Waste glycerol derived bio‐propanol as a potential extender fuel for compressed ignition engine

In recent years there has been a significant rise in crude glycerol generation due to the booming biodiesel industries. Despite having immense benefits, the presence of poisonous methanol and fatty acids, glycerol is treated as a waste by‐product of biodiesel. In the present study, investigations have been carried out on utilizing the potential of glycerol derived bio‐propanol as an extender fuel with diesel/gasoline blends. Test fuels containing ternary blends of diesel/gasoline/bio‐propanol in different volume concentrations were prepared. The crude glycerol was procured from transesterified Kusum ( Schleichera oleosa ) oil. The physicochemical properties, along with stability and homogeneity of the test fuels were evaluated as per ASTM/EN standards and compared with the neat diesel.
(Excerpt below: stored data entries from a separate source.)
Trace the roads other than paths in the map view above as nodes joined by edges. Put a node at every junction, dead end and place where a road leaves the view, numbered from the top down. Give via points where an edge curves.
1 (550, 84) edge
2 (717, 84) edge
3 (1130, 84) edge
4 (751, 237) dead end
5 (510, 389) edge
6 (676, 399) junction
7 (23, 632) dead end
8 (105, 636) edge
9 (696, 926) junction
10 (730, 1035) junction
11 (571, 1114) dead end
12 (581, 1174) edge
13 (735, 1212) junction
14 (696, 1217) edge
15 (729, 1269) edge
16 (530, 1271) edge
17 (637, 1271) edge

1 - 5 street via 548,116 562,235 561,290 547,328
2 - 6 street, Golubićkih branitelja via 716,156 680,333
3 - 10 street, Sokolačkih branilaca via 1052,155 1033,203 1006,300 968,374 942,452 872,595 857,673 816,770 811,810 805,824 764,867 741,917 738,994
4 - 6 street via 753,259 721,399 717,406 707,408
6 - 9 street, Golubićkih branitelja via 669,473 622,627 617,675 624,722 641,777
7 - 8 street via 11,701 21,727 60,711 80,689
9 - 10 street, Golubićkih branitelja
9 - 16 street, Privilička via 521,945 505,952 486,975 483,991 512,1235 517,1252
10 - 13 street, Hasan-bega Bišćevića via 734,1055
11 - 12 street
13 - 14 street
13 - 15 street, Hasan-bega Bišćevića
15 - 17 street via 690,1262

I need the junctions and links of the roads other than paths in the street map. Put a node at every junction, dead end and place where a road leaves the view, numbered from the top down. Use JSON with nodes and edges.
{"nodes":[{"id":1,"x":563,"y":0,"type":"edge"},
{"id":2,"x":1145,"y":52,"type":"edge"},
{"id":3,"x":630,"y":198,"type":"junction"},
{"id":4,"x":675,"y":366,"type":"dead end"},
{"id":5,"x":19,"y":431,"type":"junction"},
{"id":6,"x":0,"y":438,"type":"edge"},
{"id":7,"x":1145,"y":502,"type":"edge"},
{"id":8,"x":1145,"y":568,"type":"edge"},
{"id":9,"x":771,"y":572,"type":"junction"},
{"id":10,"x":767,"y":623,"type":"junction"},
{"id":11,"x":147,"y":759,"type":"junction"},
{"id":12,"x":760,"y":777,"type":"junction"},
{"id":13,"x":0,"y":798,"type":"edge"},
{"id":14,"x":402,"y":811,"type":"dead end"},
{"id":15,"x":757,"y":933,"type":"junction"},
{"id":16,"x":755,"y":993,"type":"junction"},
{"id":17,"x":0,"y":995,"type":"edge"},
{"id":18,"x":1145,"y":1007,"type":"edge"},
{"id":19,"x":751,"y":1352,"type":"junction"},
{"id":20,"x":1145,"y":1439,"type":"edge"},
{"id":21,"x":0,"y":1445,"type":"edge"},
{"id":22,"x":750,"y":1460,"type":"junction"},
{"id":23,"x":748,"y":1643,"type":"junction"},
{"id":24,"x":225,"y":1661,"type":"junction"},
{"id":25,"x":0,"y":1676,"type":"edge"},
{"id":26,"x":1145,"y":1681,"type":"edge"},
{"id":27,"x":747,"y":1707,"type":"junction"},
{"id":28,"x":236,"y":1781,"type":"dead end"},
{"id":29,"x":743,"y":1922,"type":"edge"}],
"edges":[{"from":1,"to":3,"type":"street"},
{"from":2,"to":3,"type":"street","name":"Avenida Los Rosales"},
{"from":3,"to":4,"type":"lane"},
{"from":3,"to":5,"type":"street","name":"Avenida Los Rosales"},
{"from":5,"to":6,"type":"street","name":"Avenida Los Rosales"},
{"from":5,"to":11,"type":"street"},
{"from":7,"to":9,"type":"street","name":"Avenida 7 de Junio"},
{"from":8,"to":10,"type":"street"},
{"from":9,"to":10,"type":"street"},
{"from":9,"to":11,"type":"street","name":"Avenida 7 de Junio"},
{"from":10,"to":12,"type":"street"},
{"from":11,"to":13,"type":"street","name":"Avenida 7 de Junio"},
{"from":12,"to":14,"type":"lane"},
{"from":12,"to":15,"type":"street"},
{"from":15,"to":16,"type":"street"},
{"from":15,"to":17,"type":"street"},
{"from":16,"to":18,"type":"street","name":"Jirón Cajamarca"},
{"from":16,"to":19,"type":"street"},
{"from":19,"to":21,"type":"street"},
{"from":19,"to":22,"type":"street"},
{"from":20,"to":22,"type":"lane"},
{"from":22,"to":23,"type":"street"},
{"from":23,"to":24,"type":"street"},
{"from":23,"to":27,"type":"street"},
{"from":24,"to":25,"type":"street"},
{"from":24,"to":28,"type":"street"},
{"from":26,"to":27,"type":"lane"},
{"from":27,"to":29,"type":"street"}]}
To study the effect of fuel properties on atomization process, the sauter mean diameter of the test fuels were observed using Malvern spraytec test. The engine performance, combustion and emission characteristics of a single‐cylinder diesel engine fuelled with different test fuels were also conducted. Due to the enhancement in mixing rate promoted by low cetane fuels, the ignition delay and heat release rate was higher than diesel. Moreover, the results also reveal upto 5% increase in brake thermal efficiency and a significant reduction in harmful exhaust emission with an increase in the gasoline and bio‐propanol share in the blend. The oxide of nitrogen (NO x ) emissions was also lower than diesel for all the fuel blends. In comparison to diesel, the maximum reduction in NO x , HC, CO and smoke emissions is 7.4%, 33.3%, 55.7%, and 17.2%, respectively, for D40:G30:P30 fuel blend.